§ **TASK BRIEF**
Down to the final line, write out the material beneath exactly, without pictures.

§ **INFORMATION**
┄┄┄┄┄┄┄┄┄┄┄┄┄┄┄┄┄┄┄┄
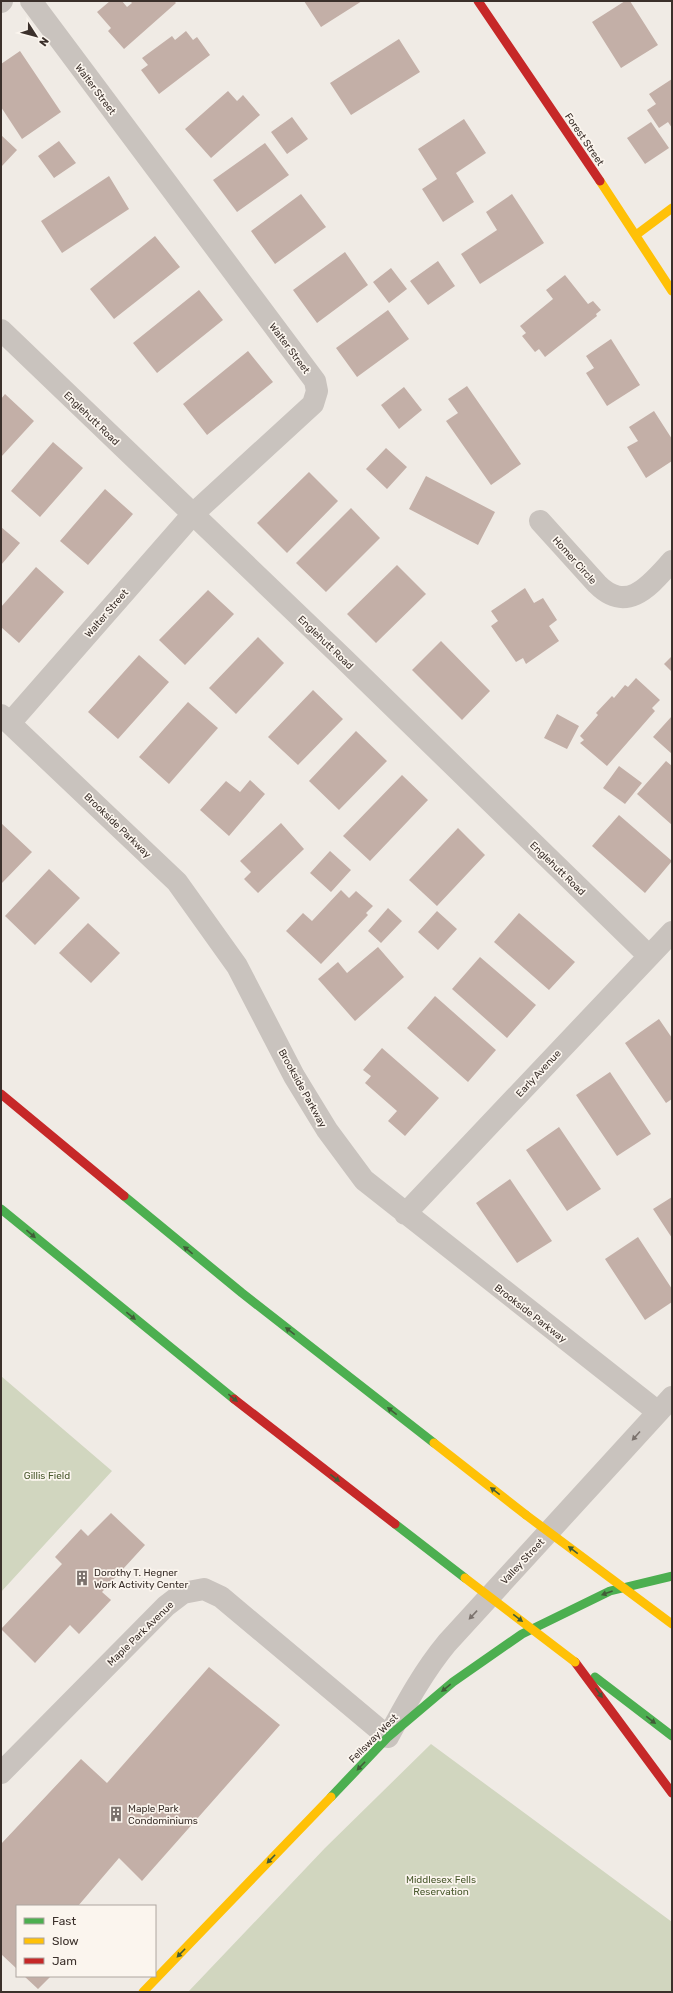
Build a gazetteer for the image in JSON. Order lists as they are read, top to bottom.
{
  "streets": {
    "main road": ["Forest Street", "Fellsway West"],
    "street": [
      "Walter Street",
      "Englehutt Road",
      "Homer Circle",
      "Brookside Parkway",
      "Early Avenue",
      "Valley Street",
      "Maple Park Avenue"
    ]
  },
  "crossings": [
    ["Walter Street", "Englehutt Road"],
    ["Walter Street", "Brookside Parkway"],
    ["Englehutt Road", "Early Avenue"],
    ["Brookside Parkway", "Early Avenue"],
    ["Brookside Parkway", "Valley Street"],
    ["Valley Street", "Maple Park Avenue"],
    ["Valley Street", "Fellsway West"],
    ["Maple Park Avenue", "Fellsway West"]
  ],
  "one_way": ["Valley Street", "Fellsway West"],
  "parks": ["Gillis Field", "Middlesex Fells Reservation"],
  "places": {
    "building": ["Dorothy T. Hegner Work Activity Center", "Maple Park Condominiums"]
  },
  "legend": ["Fast", "Slow", "Jam"],
  "north": "bottom right"
}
┄┄┄┄┄┄┄┄┄┄┄┄┄┄┄┄┄┄┄┄
§ **YOUR SOLUTION**
Build a gazetteer for the image in JSON. Order lists as they are read, top to bottom.
{
  "streets": {
    "main road": ["Forest Street", "Fellsway West"],
    "street": [
      "Walter Street",
      "Englehutt Road",
      "Homer Circle",
      "Brookside Parkway",
      "Early Avenue",
      "Valley Street",
      "Maple Park Avenue"
    ]
  },
  "crossings": [
    ["Walter Street", "Englehutt Road"],
    ["Walter Street", "Brookside Parkway"],
    ["Englehutt Road", "Early Avenue"],
    ["Brookside Parkway", "Early Avenue"],
    ["Brookside Parkway", "Valley Street"],
    ["Valley Street", "Maple Park Avenue"],
    ["Valley Street", "Fellsway West"],
    ["Maple Park Avenue", "Fellsway West"]
  ],
  "one_way": ["Valley Street", "Fellsway West"],
  "parks": ["Gillis Field", "Middlesex Fells Reservation"],
  "places": {
    "building": ["Dorothy T. Hegner Work Activity Center", "Maple Park Condominiums"]
  },
  "legend": ["Fast", "Slow", "Jam"],
  "north": "bottom right"
}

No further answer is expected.